Indonesia's Chief Security Minister Susilo Bambang Yudhoyono said expelling Laskar Jihad and radical Christians would help end religious conflict in the Maluku islands. The violence has claimed thousands of lives during the past three-years and created more than 1.5 million refugees. The minister did not give a timetable for the expulsions, but said soldiers from the army's elite Strategic Reserve Command would be sent to the Malukus to help maintain security. Renewed fighting in the Malukus earlier this month claimed at least 12 lives. A February peace agreement called for the expulsion of all paramilitary groups, including the Laskar Jihad.
Officials in Jakarta and the Maluku capital of Ambon continue to blame each other for failure to bring the group under control.

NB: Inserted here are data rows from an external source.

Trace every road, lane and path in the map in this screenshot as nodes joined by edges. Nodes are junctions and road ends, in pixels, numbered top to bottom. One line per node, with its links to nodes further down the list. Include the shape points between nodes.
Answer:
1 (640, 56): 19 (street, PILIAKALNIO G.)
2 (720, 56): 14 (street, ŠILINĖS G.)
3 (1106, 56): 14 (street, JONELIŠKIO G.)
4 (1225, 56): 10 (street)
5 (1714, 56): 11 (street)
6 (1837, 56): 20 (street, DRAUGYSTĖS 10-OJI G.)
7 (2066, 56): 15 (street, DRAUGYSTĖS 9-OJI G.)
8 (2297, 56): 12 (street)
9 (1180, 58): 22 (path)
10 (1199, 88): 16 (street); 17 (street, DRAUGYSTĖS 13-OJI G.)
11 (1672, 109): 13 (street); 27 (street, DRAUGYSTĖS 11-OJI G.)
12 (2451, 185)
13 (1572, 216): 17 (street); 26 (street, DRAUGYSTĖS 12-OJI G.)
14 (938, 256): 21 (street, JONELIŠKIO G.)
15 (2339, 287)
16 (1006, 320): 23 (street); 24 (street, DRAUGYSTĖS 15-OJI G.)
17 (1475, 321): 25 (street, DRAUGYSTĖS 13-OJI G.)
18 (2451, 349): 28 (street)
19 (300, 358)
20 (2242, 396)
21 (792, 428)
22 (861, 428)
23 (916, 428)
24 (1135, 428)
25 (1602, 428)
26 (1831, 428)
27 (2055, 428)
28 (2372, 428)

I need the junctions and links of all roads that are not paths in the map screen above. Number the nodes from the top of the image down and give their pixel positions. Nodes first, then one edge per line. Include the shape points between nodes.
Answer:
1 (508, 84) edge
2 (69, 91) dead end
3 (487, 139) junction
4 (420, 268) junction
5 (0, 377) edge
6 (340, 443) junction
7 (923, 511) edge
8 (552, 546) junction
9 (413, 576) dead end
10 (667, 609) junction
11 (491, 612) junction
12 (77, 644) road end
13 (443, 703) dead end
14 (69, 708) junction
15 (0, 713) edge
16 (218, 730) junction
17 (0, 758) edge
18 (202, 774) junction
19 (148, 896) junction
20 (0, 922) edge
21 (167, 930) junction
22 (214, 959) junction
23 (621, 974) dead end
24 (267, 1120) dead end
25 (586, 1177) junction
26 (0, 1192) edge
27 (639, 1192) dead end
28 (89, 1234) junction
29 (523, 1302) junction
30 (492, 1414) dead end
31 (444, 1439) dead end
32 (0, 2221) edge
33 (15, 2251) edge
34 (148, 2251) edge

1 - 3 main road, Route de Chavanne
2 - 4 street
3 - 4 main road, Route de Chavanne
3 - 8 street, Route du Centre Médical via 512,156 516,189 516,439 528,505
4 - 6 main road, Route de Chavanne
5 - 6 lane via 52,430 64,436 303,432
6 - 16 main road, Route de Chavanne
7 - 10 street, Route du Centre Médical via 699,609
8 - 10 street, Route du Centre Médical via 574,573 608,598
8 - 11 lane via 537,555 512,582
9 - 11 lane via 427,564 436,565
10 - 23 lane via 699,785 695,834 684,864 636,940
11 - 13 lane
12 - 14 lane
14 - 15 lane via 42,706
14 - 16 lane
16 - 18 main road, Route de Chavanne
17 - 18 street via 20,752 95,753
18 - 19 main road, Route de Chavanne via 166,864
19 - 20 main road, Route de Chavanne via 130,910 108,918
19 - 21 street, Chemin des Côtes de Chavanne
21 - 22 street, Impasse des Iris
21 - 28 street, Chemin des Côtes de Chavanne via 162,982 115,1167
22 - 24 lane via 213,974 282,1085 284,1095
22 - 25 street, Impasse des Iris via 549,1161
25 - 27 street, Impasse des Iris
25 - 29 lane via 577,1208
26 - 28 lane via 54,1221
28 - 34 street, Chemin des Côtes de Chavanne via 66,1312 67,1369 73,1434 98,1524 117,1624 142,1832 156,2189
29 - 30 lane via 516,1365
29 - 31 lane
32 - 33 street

Sectarian strife in the Malukus, about 23,000 kilometers east of Jakarta, had all but ceased until the Laksar Jihad sent more than 3,000 paramilitaries to the province two-years ago to drive out Christians. Observers generally agree the Islamic group has been used to foment unrest in the country. A February report from the International Crisis Group research organization said the Laskar Jihad was trained and armed by rogue elements in the military seeking to destabilize the country's remote regions. In a significant step last week, authorities arrested Laskar Jihad leader Jafar Umar Thalib for inciting violence in the Malukus.
But national police confirmed to VOA that Mr. Jafar may be released next week to attend a local religious convention. Police said charges could be filed against the militant leader at a later date. About 90 percent of Indonesia's 210 million people are Muslim, but in the Malukus, Christians make up about half the population.